MEDEIROS FILHO, D. B.; http://lattes.cnpq.br/4632459435340044; MEDEIROS FILHO, Denilton Bezerra de.
Resumo:
The Federal Constitution of 1988 established a vast range of rights in the citizen's
favor, though, nor all solemnity-applied, needing great part of them of a
complemented performance or on the part of the administrative organs or of the
Legislative Power. Due to that the representative instituted the Direct Action of
Unconstitutional for Omission, with the purpose of healing that unconstitutional inertia
of that organ or Power to who it competes to produce the infraconstitutional norm. In
that way, it's justified the study of the Direct Action of unconstitutional for Omission
when proposal against the Federal Legislative Power, time that is of highest
importance for the science of the Right, since, in spite of the relevance of the theme,
it has not been given prestige to by the researchers of the juridical area. Like this, the
problem that she intend to investigate, the Direct Action of Unconstitutional for
Omission is been proposed against the Federal Legislative it has been efficient in
your effects in the sense of turning fully effective the constitutional norms of limited
effectiveness. Therefore, the general objective of this study is to research the Direct
Action of Unconstitutional for Omission inflicted to the Federal Legislative Power and,
specifically, to discourse on the systems of constitutional control in Brazil and those
adopted in the alien legislation; besides demonstrating the instruments of control of
the unconstitutional omission in the diffuse and concentrated roads; and, finally, to
research on the efficiency of the consequences generated by the referred institute in
the sense to turn effective constitutional norms of effects program.
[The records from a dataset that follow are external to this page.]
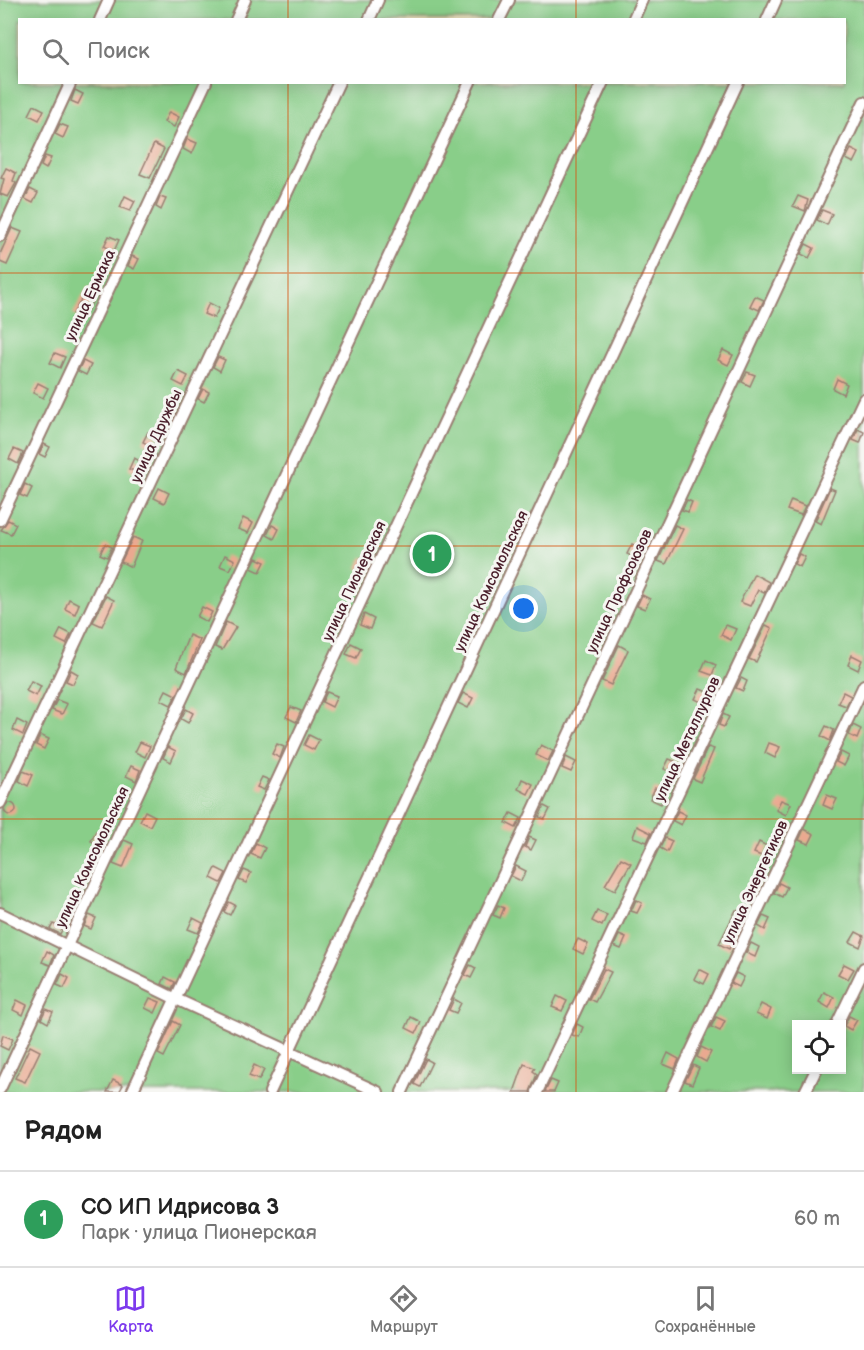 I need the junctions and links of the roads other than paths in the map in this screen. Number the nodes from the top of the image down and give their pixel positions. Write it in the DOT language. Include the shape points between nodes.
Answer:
graph roads {
  1 [pos="109,0"];
  2 [pos="245,0"];
  3 [pos="378,0"];
  4 [pos="509,0"];
  5 [pos="642,0"];
  6 [pos="776,0"];
  7 [pos="101,18"];
  8 [pos="237,18"];
  9 [pos="370,18"];
  10 [pos="501,18"];
  11 [pos="634,18"];
  12 [pos="768,18"];
  13 [pos="70,84"];
  14 [pos="205,84"];
  15 [pos="338,84"];
  16 [pos="469,84"];
  17 [pos="602,84"];
  18 [pos="737,84"];
  19 [pos="864,102"];
  20 [pos="0,236"];
  21 [pos="864,399"];
  22 [pos="0,520"];
  23 [pos="864,685"];
  24 [pos="0,803"];
  25 [pos="0,913"];
  26 [pos="67,945"];
  27 [pos="864,968"];
  28 [pos="176,999"];
  29 [pos="839,1020"];
  30 [pos="290,1050"];
  31 [pos="814,1074"];
  32 [pos="0,1089"];
  33 [pos="132,1092"];
  34 [pos="270,1092"];
  35 [pos="378,1092"];
  36 [pos="402,1092"];
  37 [pos="537,1092"];
  38 [pos="672,1092"];
  39 [pos="805,1092"];
  1 -- 7 [label="street"];
  2 -- 8 [label="street"];
  3 -- 9 [label="street"];
  4 -- 10 [label="street"];
  5 -- 11 [label="street"];
  6 -- 12 [label="street"];
  13 -- 20 [label="street"];
  14 -- 22 [label="street, улица Ермака"];
  15 -- 24 [label="street, улица Дружбы"];
  16 -- 26 [label="street, улица Комсомольская"];
  17 -- 28 [label="street, улица Пионерская"];
  18 -- 30 [label="street, улица Комсомольская"];
  19 -- 36 [label="street, улица Профсоюзов"];
  21 -- 37 [label="street, улица Металлургов"];
  23 -- 38 [label="street, улица Энергетиков"];
  25 -- 26 [label="street"];
  26 -- 28 [label="street"];
  26 -- 32 [label="street, улица Комсомольская"];
  27 -- 29 [label="street"];
  28 -- 30 [label="street"];
  28 -- 33 [label="street, улица Пионерская"];
  30 -- 34 [label="street, улица Комсомольская"];
  30 -- 35 [label="street"];
  31 -- 39 [label="street"];
}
The present study
treats, still, about possible contributions for the sanitation of the fanned problem,
approaching the lifted up hypotheses, to know: the possibility of the Judiciary Power,
through a normative sentence, substitute the inertia of the legislator temporarily; the
viability of taking the responsibility, in losses and damages, the Legislative Power
that kill themselves done omit due to the unconstitutional declaration by the Judiciary;
and it is cogitated, still, the creation of a competent Constitutional Tribunal to judge,
among other things, the cases of omission of the legislator. The research grows by
the employment of the methods bibliographical, historical-evolutionary and exegeticsjuridical
ally to the researches accomplished in the databases of STF and other
Tribunals, as well as in the national and foreign doctrine. The used methodology
allows it that the work it is structured in three chapters: the first chapter will treat of
the general aspects of the constitutional control; the chapter two has more form
perfected on the forms of control, concentrated and diffuse, of the unconstitutional
omission; and the following chapter is investigated referred her action of pondered
control that seeks to heal the unconstitutional omission of the Legislator it has been
efficient in your effects. It stews of results, it is had that the suggested hypotheses
are of difficult implemented, since they are far away from they be unanimity among
the applicators of the Right. However, be pointed out that the theme of the
unconstitutional for omission is for too much recent and, for that, the recognition,
besides of the own Legislative Power, of the existence of such problem, to the they
foresee an instrument of combat of the omission in the own constitutional text, a
good progress should already be considered.